In the present study, profilometry detected statistically significant improvement, whereas ECCA scores showed only small, non-significant reductions and observer assessment showed mainly poor-to-mild improvement. This difference between objective and clinical measures has also been reported by Salameh et al., who found that 3D imaging changes correlated with patient-reported SCARS scores but not with qualitative global scar grading [11]. Bloemen et al. also demonstrated that profilometric assessment of scars can be reliable, with PRIMOS-based roughness measurements showing intraobserver and interobserver intraclass correlation coefficients above 0.85 [12]. Therefore, the present findings suggest that small depth changes may be measurable instrumentally before becoming clinically obvious.

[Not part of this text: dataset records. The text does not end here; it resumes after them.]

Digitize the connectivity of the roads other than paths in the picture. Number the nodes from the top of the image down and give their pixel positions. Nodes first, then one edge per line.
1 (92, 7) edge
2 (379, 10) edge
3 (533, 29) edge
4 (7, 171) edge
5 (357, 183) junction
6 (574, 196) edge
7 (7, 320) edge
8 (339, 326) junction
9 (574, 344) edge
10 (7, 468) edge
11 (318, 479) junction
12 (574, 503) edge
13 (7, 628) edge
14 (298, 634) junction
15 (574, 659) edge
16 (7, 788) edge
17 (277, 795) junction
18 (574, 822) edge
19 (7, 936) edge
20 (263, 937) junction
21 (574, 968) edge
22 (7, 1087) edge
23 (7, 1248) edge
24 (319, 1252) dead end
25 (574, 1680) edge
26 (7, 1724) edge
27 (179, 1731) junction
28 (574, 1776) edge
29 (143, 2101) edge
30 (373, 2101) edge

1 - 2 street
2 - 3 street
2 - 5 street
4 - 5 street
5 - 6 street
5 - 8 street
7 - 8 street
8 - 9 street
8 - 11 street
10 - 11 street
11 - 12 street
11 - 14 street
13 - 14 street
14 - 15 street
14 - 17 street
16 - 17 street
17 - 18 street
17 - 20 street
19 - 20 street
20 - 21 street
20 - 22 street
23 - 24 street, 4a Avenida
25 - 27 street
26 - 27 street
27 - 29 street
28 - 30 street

However, the magnitude of improvement was limited when compared with more intensive scar-remodelling procedures. Friedman et al. used 3D optical profiling after five sessions of 1064-nm Q-switched Nd:YAG laser and reported progressive improvement in skin roughness, reaching 39.2% at 6 months [13]. By comparison, the maximum scar-depth reduction in the present study was only 5.58% at 8 weeks on the botulinum toxin side. This difference is expected, as laser procedures induce controlled dermal injury and collagen remodelling, whereas intradermal botulinum toxin injection is less aggressive and was assessed over a shorter follow-up period.
The improvement observed on the saline side is important. Gandhi and Makhecha compared platelet-rich plasma with normal saline injections in acne scars and found significant improvement on both sides without a significant intergroup difference; ultrabiomicroscopy showed scar thickness improvement of 25.35% on the PRP side and 25.65% on the saline side [14]. This supports the possibility that intradermal injection itself may produce a subcision-like mechanical effect, dermal stimulation, and tissue remodelling, independent of the injected agent. The present study’s parallel improvement on both sides is consistent with this interpretation.
The findings also contrast with studies combining botulinum toxin with microneedling. Ebrahim et al. reported 70% overall improvement on the botulinum toxin-plus-microneedling side, whereas the saline-plus-microneedling side showed only mild improvement in 50% of patients [15]. The superior response in that study may reflect enhanced botulinum toxin delivery through microneedling-created channels and the collagen-inducing effect of microneedling itself. In contrast, the present study evaluated intradermal botulinum toxin alone, in a cohort with predominantly icepick scars, which are deep and structurally less responsive to diffuse intradermal therapy.
The strengths of this analysis include its split-face design, objective micrometre-level measurement, standardized imprinting method, and comparison with clinical outcome measures. Limitations include the small profilometry sample size, short follow-up of 8 weeks, use of negative alginate replicas rather than direct in-vivo 3D imaging, and possible variability in mould preparation and measurement-site selection. Longer studies using direct 3D imaging and scar-type-specific analysis are needed.
In conclusion, surface profilometry demonstrated a small but measurable reduction in atrophic acne scar depth after intradermal injections. However, botulinum toxin type A did not show significant objective or clinical superiority over normal saline. The findings suggest that intradermal injection itself may contribute to scar-depth reduction, while botulinum toxin, as used in this protocol, is unlikely to provide substantial stand-alone benefit for atrophic post-acne facial scars.